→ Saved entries
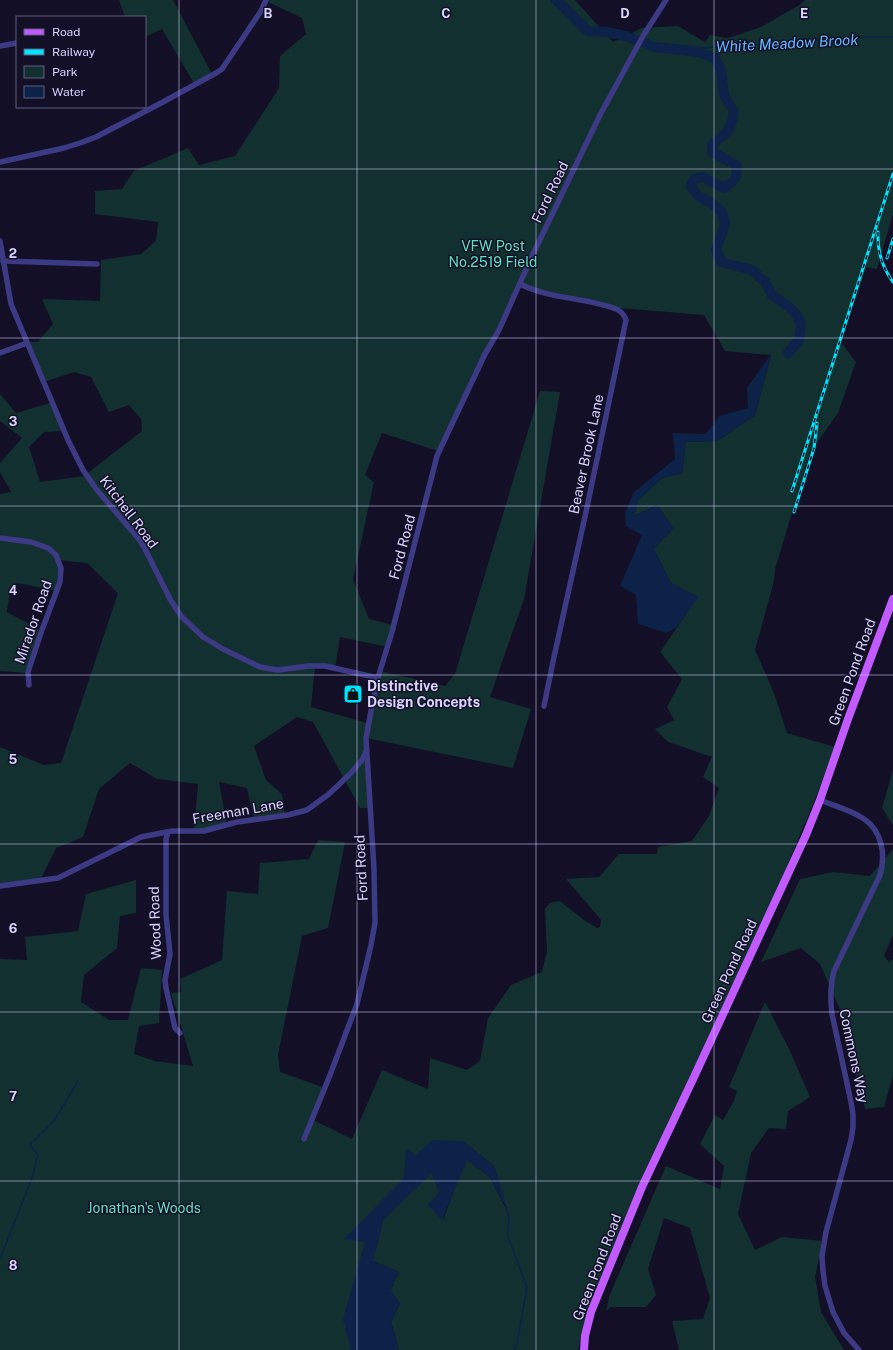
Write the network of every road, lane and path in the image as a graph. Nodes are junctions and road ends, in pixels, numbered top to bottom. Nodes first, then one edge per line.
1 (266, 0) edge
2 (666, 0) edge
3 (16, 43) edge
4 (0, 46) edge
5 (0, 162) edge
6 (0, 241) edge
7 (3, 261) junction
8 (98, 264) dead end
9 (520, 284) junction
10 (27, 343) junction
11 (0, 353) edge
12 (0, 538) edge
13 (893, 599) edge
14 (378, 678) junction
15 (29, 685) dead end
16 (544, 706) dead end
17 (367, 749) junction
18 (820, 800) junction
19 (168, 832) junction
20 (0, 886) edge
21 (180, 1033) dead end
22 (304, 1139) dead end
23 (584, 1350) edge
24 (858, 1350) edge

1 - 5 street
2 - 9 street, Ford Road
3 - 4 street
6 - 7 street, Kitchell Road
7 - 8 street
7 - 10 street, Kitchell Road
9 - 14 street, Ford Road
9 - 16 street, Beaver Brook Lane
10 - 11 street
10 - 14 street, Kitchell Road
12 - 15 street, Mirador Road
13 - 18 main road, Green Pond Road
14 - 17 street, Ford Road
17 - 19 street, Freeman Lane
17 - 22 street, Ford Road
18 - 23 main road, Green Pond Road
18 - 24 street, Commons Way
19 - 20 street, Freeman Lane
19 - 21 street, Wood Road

→ The problem
With the pictures dropped, give every entry above again exactly.

→ Response below
Write the network of every road, lane and path in the image as a graph. Nodes are junctions and road ends, in pixels, numbered top to bottom. Nodes first, then one edge per line.
1 (266, 0) edge
2 (666, 0) edge
3 (16, 43) edge
4 (0, 46) edge
5 (0, 162) edge
6 (0, 241) edge
7 (3, 261) junction
8 (98, 264) dead end
9 (520, 284) junction
10 (27, 343) junction
11 (0, 353) edge
12 (0, 538) edge
13 (893, 599) edge
14 (378, 678) junction
15 (29, 685) dead end
16 (544, 706) dead end
17 (367, 749) junction
18 (820, 800) junction
19 (168, 832) junction
20 (0, 886) edge
21 (180, 1033) dead end
22 (304, 1139) dead end
23 (584, 1350) edge
24 (858, 1350) edge

1 - 5 street
2 - 9 street, Ford Road
3 - 4 street
6 - 7 street, Kitchell Road
7 - 8 street
7 - 10 street, Kitchell Road
9 - 14 street, Ford Road
9 - 16 street, Beaver Brook Lane
10 - 11 street
10 - 14 street, Kitchell Road
12 - 15 street, Mirador Road
13 - 18 main road, Green Pond Road
14 - 17 street, Ford Road
17 - 19 street, Freeman Lane
17 - 22 street, Ford Road
18 - 23 main road, Green Pond Road
18 - 24 street, Commons Way
19 - 20 street, Freeman Lane
19 - 21 street, Wood Road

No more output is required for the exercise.